====== Extracted records

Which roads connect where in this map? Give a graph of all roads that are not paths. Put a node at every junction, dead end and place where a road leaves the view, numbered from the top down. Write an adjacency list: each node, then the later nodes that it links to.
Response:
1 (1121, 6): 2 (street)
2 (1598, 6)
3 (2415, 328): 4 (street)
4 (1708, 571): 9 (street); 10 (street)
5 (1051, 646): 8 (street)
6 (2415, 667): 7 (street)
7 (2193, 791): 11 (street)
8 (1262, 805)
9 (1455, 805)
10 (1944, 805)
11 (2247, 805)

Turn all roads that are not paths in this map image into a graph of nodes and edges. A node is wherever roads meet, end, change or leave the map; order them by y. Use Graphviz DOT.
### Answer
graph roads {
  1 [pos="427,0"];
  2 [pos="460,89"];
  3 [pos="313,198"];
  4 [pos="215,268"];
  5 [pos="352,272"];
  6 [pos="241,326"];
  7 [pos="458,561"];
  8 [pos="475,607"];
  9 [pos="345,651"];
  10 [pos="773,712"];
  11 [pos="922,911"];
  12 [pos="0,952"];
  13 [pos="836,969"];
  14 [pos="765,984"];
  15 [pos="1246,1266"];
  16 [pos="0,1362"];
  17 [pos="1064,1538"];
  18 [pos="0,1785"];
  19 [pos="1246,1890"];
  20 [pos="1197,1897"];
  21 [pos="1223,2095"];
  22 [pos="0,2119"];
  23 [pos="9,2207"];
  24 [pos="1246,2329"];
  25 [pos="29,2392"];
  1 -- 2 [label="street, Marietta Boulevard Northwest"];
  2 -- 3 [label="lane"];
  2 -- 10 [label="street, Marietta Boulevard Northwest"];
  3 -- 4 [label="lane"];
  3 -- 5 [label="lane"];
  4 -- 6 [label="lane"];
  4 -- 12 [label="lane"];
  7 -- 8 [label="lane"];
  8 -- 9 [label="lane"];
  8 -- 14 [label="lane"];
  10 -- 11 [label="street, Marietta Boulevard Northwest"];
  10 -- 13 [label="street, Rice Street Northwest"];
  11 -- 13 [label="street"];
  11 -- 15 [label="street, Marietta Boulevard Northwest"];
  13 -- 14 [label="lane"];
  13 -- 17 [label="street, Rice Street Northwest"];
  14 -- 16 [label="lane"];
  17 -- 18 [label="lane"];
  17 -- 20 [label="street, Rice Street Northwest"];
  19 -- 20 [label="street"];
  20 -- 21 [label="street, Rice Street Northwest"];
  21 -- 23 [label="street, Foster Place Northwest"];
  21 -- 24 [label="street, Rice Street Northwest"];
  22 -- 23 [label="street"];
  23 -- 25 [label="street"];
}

============

• [Exercise requirements] Produce a verbatim copy of each record above.

• [Solution for this problem]
Which roads connect where in this map? Give a graph of all roads that are not paths. Put a node at every junction, dead end and place where a road leaves the view, numbered from the top down. Write an adjacency list: each node, then the later nodes that it links to.
Response:
1 (1121, 6): 2 (street)
2 (1598, 6)
3 (2415, 328): 4 (street)
4 (1708, 571): 9 (street); 10 (street)
5 (1051, 646): 8 (street)
6 (2415, 667): 7 (street)
7 (2193, 791): 11 (street)
8 (1262, 805)
9 (1455, 805)
10 (1944, 805)
11 (2247, 805)

Turn all roads that are not paths in this map image into a graph of nodes and edges. A node is wherever roads meet, end, change or leave the map; order them by y. Use Graphviz DOT.
### Answer
graph roads {
  1 [pos="427,0"];
  2 [pos="460,89"];
  3 [pos="313,198"];
  4 [pos="215,268"];
  5 [pos="352,272"];
  6 [pos="241,326"];
  7 [pos="458,561"];
  8 [pos="475,607"];
  9 [pos="345,651"];
  10 [pos="773,712"];
  11 [pos="922,911"];
  12 [pos="0,952"];
  13 [pos="836,969"];
  14 [pos="765,984"];
  15 [pos="1246,1266"];
  16 [pos="0,1362"];
  17 [pos="1064,1538"];
  18 [pos="0,1785"];
  19 [pos="1246,1890"];
  20 [pos="1197,1897"];
  21 [pos="1223,2095"];
  22 [pos="0,2119"];
  23 [pos="9,2207"];
  24 [pos="1246,2329"];
  25 [pos="29,2392"];
  1 -- 2 [label="street, Marietta Boulevard Northwest"];
  2 -- 3 [label="lane"];
  2 -- 10 [label="street, Marietta Boulevard Northwest"];
  3 -- 4 [label="lane"];
  3 -- 5 [label="lane"];
  4 -- 6 [label="lane"];
  4 -- 12 [label="lane"];
  7 -- 8 [label="lane"];
  8 -- 9 [label="lane"];
  8 -- 14 [label="lane"];
  10 -- 11 [label="street, Marietta Boulevard Northwest"];
  10 -- 13 [label="street, Rice Street Northwest"];
  11 -- 13 [label="street"];
  11 -- 15 [label="street, Marietta Boulevard Northwest"];
  13 -- 14 [label="lane"];
  13 -- 17 [label="street, Rice Street Northwest"];
  14 -- 16 [label="lane"];
  17 -- 18 [label="lane"];
  17 -- 20 [label="street, Rice Street Northwest"];
  19 -- 20 [label="street"];
  20 -- 21 [label="street, Rice Street Northwest"];
  21 -- 23 [label="street, Foster Place Northwest"];
  21 -- 24 [label="street, Rice Street Northwest"];
  22 -- 23 [label="street"];
  23 -- 25 [label="street"];
}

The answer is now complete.